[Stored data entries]
-------------------------
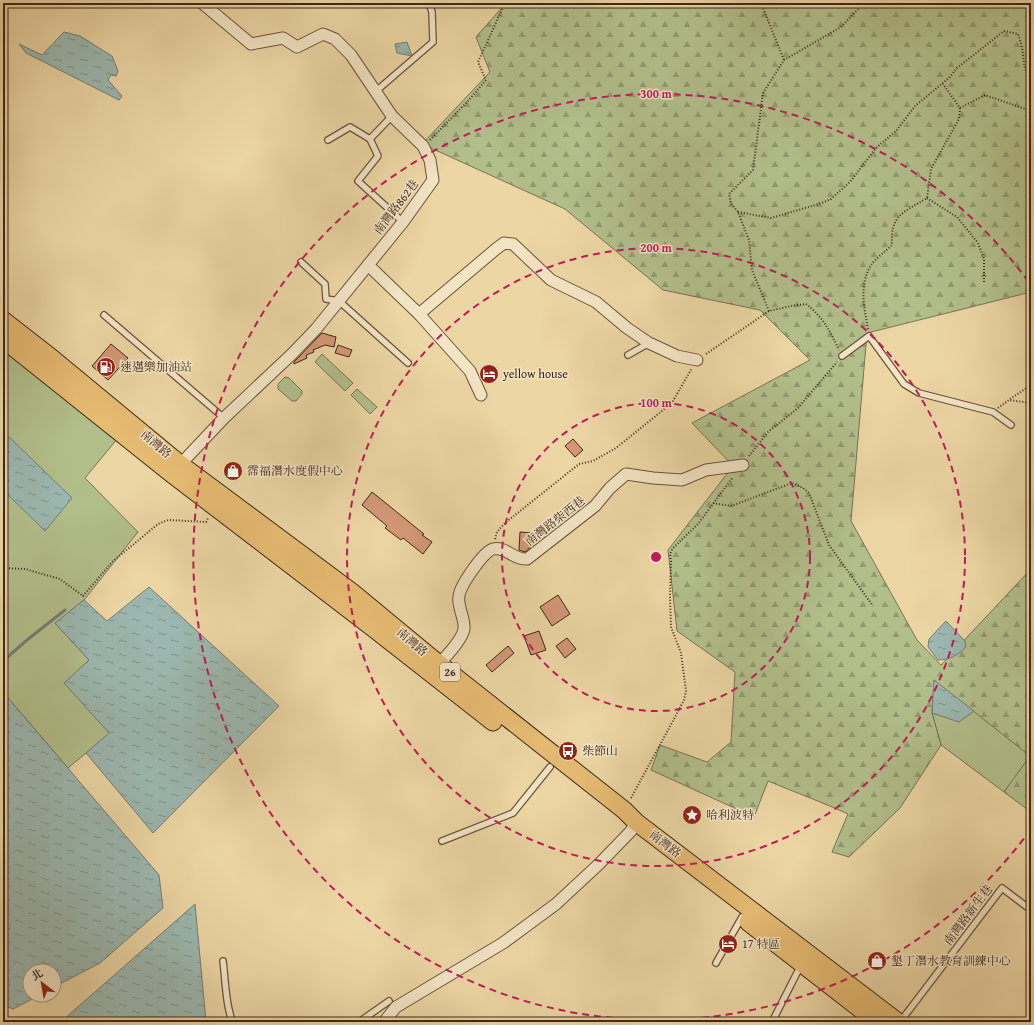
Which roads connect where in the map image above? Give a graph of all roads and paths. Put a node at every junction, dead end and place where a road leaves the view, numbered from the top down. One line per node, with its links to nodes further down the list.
1 (202, 3): 9 (street, 南灣路862巷)
2 (429, 3): 9 (lane)
3 (505, 3): 15 (path)
4 (761, 3): 6 (path)
5 (864, 3): 6 (path)
6 (784, 60): 17 (path)
7 (1031, 77): 8 (path)
8 (943, 84): 10 (path); 17 (path)
9 (375, 92): 12 (street, 南灣路862巷)
10 (960, 108): 11 (path); 16 (path)
11 (1031, 111)
12 (392, 116): 13 (lane); 15 (street, 南灣路862巷)
13 (370, 139): 14 (lane); 18 (lane)
14 (328, 140)
15 (423, 146): 18 (street, 南灣路862巷)
16 (927, 198): 21 (path); 27 (path)
17 (738, 212): 23 (path)
18 (402, 222): 20 (street, 南灣路862巷)
19 (302, 262): 22 (lane)
20 (368, 265): 22 (street, 南灣路862巷); 24 (street)
21 (984, 284)
22 (339, 301): 33 (lane); 39 (street, 南灣路862巷)
23 (769, 311): 31 (path); 32 (path)
24 (419, 314): 29 (street); 35 (street)
25 (104, 315): 39 (lane)
26 (3, 320): 42 (main road, 南灣路 / 26)
27 (869, 336): 31 (lane); 38 (lane)
28 (3, 339): 42 (main road, 南灣路 / 26)
29 (649, 343): 30 (lane); 32 (street)
30 (628, 355)
31 (842, 356): 41 (path)
32 (697, 360): 45 (path)
33 (408, 363)
34 (1031, 385): 36 (path)
35 (481, 395)
36 (1009, 400): 37 (path); 38 (path)
37 (1031, 403)
38 (993, 412): 40 (lane)
39 (224, 418): 42 (street, 南灣路862巷)
40 (1011, 425)
41 (742, 465): 43 (path); 45 (street, 南灣路柴西巷)
42 (176, 469): 44 (main road, 南灣路 / 26); 48 (main road, 南灣路 / 26)
43 (713, 503): 47 (path); 50 (path)
44 (216, 508): 46 (path); 48 (main road, 南灣路 / 26)
45 (492, 549): 48 (street)
46 (3, 568)
47 (873, 606)
48 (435, 668): 49 (main road, 南灣路 / 26); 50 (main road, 南灣路 / 26)
49 (550, 767): 50 (main road, 南灣路 / 26); 51 (lane)
50 (630, 821): 53 (main road, 南灣路 / 26); 60 (street); 63 (main road, 南灣路 / 26)
51 (442, 841)
52 (1031, 910): 63 (lane, 南灣路新生巷)
53 (742, 917): 55 (lane); 56 (main road, 南灣路 / 26)
54 (223, 961): 58 (lane)
55 (716, 963)
56 (802, 964): 61 (lane); 62 (main road, 南灣路 / 26)
57 (390, 1001): 59 (lane)
58 (233, 1022)
59 (359, 1022)
60 (384, 1022)
61 (772, 1022)
62 (877, 1022)
63 (899, 1022)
-------------------------
* _Exercise objective_
Set down the entries word for word, omitting all pictures.

* _Task solution_
Which roads connect where in the map image above? Give a graph of all roads and paths. Put a node at every junction, dead end and place where a road leaves the view, numbered from the top down. One line per node, with its links to nodes further down the list.
1 (202, 3): 9 (street, 南灣路862巷)
2 (429, 3): 9 (lane)
3 (505, 3): 15 (path)
4 (761, 3): 6 (path)
5 (864, 3): 6 (path)
6 (784, 60): 17 (path)
7 (1031, 77): 8 (path)
8 (943, 84): 10 (path); 17 (path)
9 (375, 92): 12 (street, 南灣路862巷)
10 (960, 108): 11 (path); 16 (path)
11 (1031, 111)
12 (392, 116): 13 (lane); 15 (street, 南灣路862巷)
13 (370, 139): 14 (lane); 18 (lane)
14 (328, 140)
15 (423, 146): 18 (street, 南灣路862巷)
16 (927, 198): 21 (path); 27 (path)
17 (738, 212): 23 (path)
18 (402, 222): 20 (street, 南灣路862巷)
19 (302, 262): 22 (lane)
20 (368, 265): 22 (street, 南灣路862巷); 24 (street)
21 (984, 284)
22 (339, 301): 33 (lane); 39 (street, 南灣路862巷)
23 (769, 311): 31 (path); 32 (path)
24 (419, 314): 29 (street); 35 (street)
25 (104, 315): 39 (lane)
26 (3, 320): 42 (main road, 南灣路 / 26)
27 (869, 336): 31 (lane); 38 (lane)
28 (3, 339): 42 (main road, 南灣路 / 26)
29 (649, 343): 30 (lane); 32 (street)
30 (628, 355)
31 (842, 356): 41 (path)
32 (697, 360): 45 (path)
33 (408, 363)
34 (1031, 385): 36 (path)
35 (481, 395)
36 (1009, 400): 37 (path); 38 (path)
37 (1031, 403)
38 (993, 412): 40 (lane)
39 (224, 418): 42 (street, 南灣路862巷)
40 (1011, 425)
41 (742, 465): 43 (path); 45 (street, 南灣路柴西巷)
42 (176, 469): 44 (main road, 南灣路 / 26); 48 (main road, 南灣路 / 26)
43 (713, 503): 47 (path); 50 (path)
44 (216, 508): 46 (path); 48 (main road, 南灣路 / 26)
45 (492, 549): 48 (street)
46 (3, 568)
47 (873, 606)
48 (435, 668): 49 (main road, 南灣路 / 26); 50 (main road, 南灣路 / 26)
49 (550, 767): 50 (main road, 南灣路 / 26); 51 (lane)
50 (630, 821): 53 (main road, 南灣路 / 26); 60 (street); 63 (main road, 南灣路 / 26)
51 (442, 841)
52 (1031, 910): 63 (lane, 南灣路新生巷)
53 (742, 917): 55 (lane); 56 (main road, 南灣路 / 26)
54 (223, 961): 58 (lane)
55 (716, 963)
56 (802, 964): 61 (lane); 62 (main road, 南灣路 / 26)
57 (390, 1001): 59 (lane)
58 (233, 1022)
59 (359, 1022)
60 (384, 1022)
61 (772, 1022)
62 (877, 1022)
63 (899, 1022)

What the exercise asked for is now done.